> Task prompt: Could you return each line of the material that has "name" in it?
** Source material follows **
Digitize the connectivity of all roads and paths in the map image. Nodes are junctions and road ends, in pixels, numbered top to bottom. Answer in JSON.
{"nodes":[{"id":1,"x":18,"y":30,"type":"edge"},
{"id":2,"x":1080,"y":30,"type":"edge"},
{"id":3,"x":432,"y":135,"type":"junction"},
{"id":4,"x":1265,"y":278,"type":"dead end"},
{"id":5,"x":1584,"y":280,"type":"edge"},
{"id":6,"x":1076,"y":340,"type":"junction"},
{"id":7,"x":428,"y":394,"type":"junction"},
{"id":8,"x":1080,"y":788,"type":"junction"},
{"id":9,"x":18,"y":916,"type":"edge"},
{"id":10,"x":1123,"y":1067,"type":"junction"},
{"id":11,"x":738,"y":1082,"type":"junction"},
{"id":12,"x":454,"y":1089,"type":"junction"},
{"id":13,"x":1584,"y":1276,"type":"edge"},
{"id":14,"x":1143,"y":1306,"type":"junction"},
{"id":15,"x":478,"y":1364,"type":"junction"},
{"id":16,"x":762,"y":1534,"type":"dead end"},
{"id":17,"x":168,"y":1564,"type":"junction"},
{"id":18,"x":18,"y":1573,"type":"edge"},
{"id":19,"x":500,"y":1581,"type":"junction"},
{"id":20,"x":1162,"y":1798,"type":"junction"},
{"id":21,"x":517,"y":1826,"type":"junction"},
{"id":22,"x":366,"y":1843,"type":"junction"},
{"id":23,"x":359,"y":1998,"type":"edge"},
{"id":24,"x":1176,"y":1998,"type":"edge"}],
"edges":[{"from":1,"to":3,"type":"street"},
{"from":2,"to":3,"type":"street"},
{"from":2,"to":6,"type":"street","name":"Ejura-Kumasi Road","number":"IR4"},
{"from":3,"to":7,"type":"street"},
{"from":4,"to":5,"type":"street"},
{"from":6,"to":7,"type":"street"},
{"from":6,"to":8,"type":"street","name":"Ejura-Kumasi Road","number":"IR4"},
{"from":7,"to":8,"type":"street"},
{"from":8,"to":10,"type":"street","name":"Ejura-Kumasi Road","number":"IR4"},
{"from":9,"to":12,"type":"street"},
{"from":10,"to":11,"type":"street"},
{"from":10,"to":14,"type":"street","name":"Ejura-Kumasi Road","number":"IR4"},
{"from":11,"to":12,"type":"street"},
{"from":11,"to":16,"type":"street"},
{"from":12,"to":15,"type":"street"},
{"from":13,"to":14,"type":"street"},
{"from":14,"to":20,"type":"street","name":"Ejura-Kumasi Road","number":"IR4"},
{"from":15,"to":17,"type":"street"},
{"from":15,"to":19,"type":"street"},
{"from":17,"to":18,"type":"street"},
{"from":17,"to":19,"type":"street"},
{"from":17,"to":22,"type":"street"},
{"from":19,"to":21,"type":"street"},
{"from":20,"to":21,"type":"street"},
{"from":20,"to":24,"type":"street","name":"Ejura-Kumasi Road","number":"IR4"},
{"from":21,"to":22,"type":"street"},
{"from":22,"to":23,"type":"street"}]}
** End of Source material **
> Exercise output:
{"from":2,"to":6,"type":"street","name":"Ejura-Kumasi Road","number":"IR4"},
{"from":6,"to":8,"type":"street","name":"Ejura-Kumasi Road","number":"IR4"},
{"from":8,"to":10,"type":"street","name":"Ejura-Kumasi Road","number":"IR4"},
{"from":10,"to":14,"type":"street","name":"Ejura-Kumasi Road","number":"IR4"},
{"from":14,"to":20,"type":"street","name":"Ejura-Kumasi Road","number":"IR4"},
{"from":20,"to":24,"type":"street","name":"Ejura-Kumasi Road","number":"IR4"},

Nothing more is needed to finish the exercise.